The Cryptocoryne crispatula var. balansae (across the back) really took off around two months ago from just reaching the surface to some leaves being 3feet long or more (Tropica says 20-60 cm, mine 90cm+). Some runners are springing up too far forward into the tank some I will need to remove these as well as take out some of the overly long leaves, but it seems a shame to do so.

The Cryptocoryne wendtii 'Mi Oya' (left mid-ground behind log) ended up reaching all the way to the surface (Tropica says 20-35 cm, mine 50cm+) . At this size it would be a better background plant than a midground one. The big one in the front left sprung up on its own from a root/runner. I originally thought it was a mutated Crypt nurii without colouration but it has grown into a really nice plant. It is too close to the front for a plant that size so will eventually need to come out but it is too nice to just pull out so I will find it a new home first.

Cyrptocoryne nurii (left front) was slow to start and looked a bit sickly when first planted but has really thickened up in the last few months. It stayed a good size for its location. Leaves in more brightly lit areas tend to have better colouration.

Cryptocoryne wendtii 'Green' (right front) grew like crazy. It is way larger than planned, easily 25-30 cm high (Tropica says heights from 5-15 cm 8-15 cm wide. When grown in an open space the leaves will virtually lie on the bottom). It is a nice plant but bigger and thicker growth than suited for that area. It is blocking the anubias growing on the branches behind it as well as the wendtii ‘Brown’ behind the log. I had trouble deciding between it and wendtii ‘Tropica’ when planning and chose it because it was supposed to stay smaller and the bright green would look nice in front of the ‘Brown’. Maybe I chose wrong but maybe the ‘Tropica’ would have grown just as big. I’m thinking of maybe taking out most or all of it and replacing with Staurogyne repens or something similar and/or some coconut shell caves covered in Anubias nana 'Petite'

Crytpocoryne wendtii 'Brown' (right mid-ground behind log) was fairly root bound and difficult to plant.
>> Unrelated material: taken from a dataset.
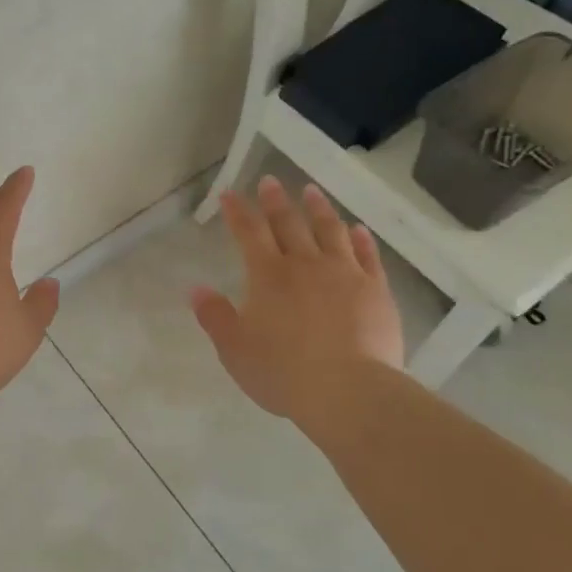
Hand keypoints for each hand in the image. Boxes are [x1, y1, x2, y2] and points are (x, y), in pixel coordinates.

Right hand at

For a while it kept up with the wendtii ‘Green’ but fell behind and is barely visible behind it. It still gets light from above and through the back glass so is doing ok and is just starting to show above the ‘Green’ again.

Anubias barteri var. nana 'Petite' Dwarf Anubias (attached to various spots on the manzanta wood). Grows really well and I’m glad I went with this rather than cover the wood with phoenix moss like I had originally planned. Very low maintenance. I have taken off a few clippings and had to retie some with fishing line instead of the black thread I had originally used. At four months in some growing on the branches showed signs of nutrient deficiency but about 3 ml flourish once a week has pretty much fixed that. Anubias with roots into the eco-complete always are a nice green.
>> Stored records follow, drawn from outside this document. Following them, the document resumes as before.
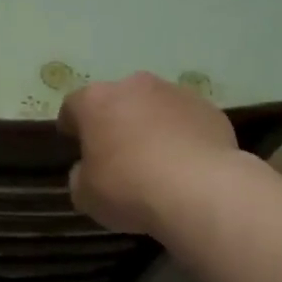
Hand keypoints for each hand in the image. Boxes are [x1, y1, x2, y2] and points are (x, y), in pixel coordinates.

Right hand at [58, 72, 241, 235]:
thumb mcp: (86, 195)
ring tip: (157, 160)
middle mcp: (134, 86)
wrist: (200, 190)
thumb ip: (80, 176)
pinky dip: (182, 136)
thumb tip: (87, 170)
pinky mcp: (209, 109)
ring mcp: (176, 93)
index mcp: (96, 101)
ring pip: (155, 107)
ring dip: (151, 125)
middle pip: (117, 100)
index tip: (74, 143)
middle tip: (117, 154)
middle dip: (115, 121)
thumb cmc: (129, 188)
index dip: (72, 125)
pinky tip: (186, 164)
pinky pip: (186, 121)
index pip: (73, 106)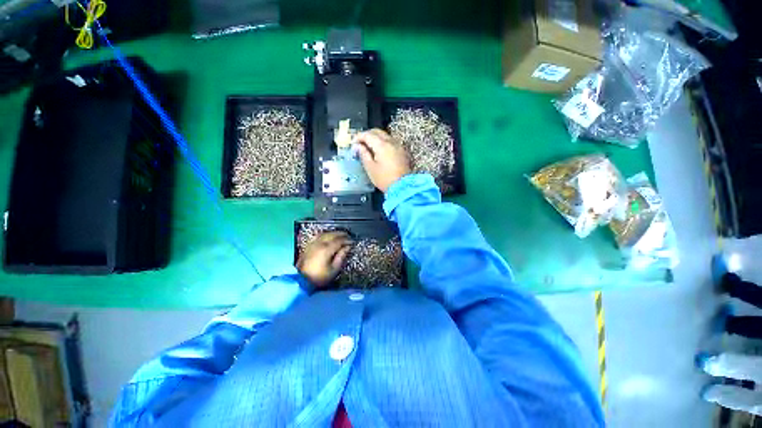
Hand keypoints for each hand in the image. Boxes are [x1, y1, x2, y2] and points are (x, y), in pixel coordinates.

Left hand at [297, 231, 352, 287]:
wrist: (301, 281)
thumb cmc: (319, 277)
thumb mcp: (334, 269)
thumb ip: (341, 256)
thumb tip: (347, 247)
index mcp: (326, 250)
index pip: (339, 240)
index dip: (347, 240)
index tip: (352, 241)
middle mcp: (319, 244)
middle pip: (332, 235)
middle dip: (341, 234)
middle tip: (348, 236)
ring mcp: (313, 244)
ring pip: (325, 233)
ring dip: (334, 233)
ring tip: (340, 235)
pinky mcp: (308, 246)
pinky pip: (318, 236)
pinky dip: (325, 234)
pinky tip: (327, 236)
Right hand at [354, 129, 410, 192]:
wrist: (402, 187)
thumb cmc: (386, 180)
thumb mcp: (370, 168)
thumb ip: (363, 154)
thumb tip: (358, 147)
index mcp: (382, 145)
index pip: (368, 135)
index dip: (358, 137)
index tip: (353, 142)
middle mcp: (392, 142)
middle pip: (377, 132)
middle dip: (367, 135)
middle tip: (360, 143)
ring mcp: (399, 146)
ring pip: (385, 136)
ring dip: (376, 138)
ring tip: (369, 148)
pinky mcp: (402, 152)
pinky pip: (391, 142)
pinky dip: (384, 143)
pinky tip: (379, 151)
Crypts have Seachem Flourish root tabs in the substrate around them at first planting and again at about 5 months in. Besides that no other fertilizers and no added CO2 besides what come in with the twice weely 10% water changes. The plants do often noticeably green up and grow a bit right after water changes.

Tank is at 77 F

Lighting is two Hagen Glo T5 High Output 36" Light Fixtures one with a Lifeglo II and one with Powerglo 39 Watt T5 High Output Bulbs suspended about 10 inches above the top of the tank. 

The lights are on timers. Front Powerglo bulb is on in the morning 7:30 until 2:30 pm, about 7 hours. Rear Lifeglo bulb is on again in the late afternoon 4:45 until 9:45, about 5 hours. This lets me have lights on when I am around without having too much. This tank has never had any problem algae. I credit this partially to the lighting regime and partially (maybe more so) to the plants coming from a clean source and not bringing any in with them.

Fauna is now:

Cherry barbs (2 male 4 female became about two dozen or more). After I switched to the New Life Spectrum flakes and the plants grew thicker more babies survived. Most are male though. Maybe because they feed more aggressively, so grow past the easily eaten stage faster.

The 6 cherry shrimp did not make it. The male cherry barbs gradually picked them off. One original male barb was particularly territorial against anything red. They generally left the Amano shrimp alone. I makes me want to set up a spare 5 gal tanks as a shrimp only tank to try again but I am resisting. 

The original Amano shrimp all grew large but eventually died off of apparently natural (non fish attack related) causes. I put in two more and I think they are still ok but stay deep in the plants, hopefully helping clean up extra food etc.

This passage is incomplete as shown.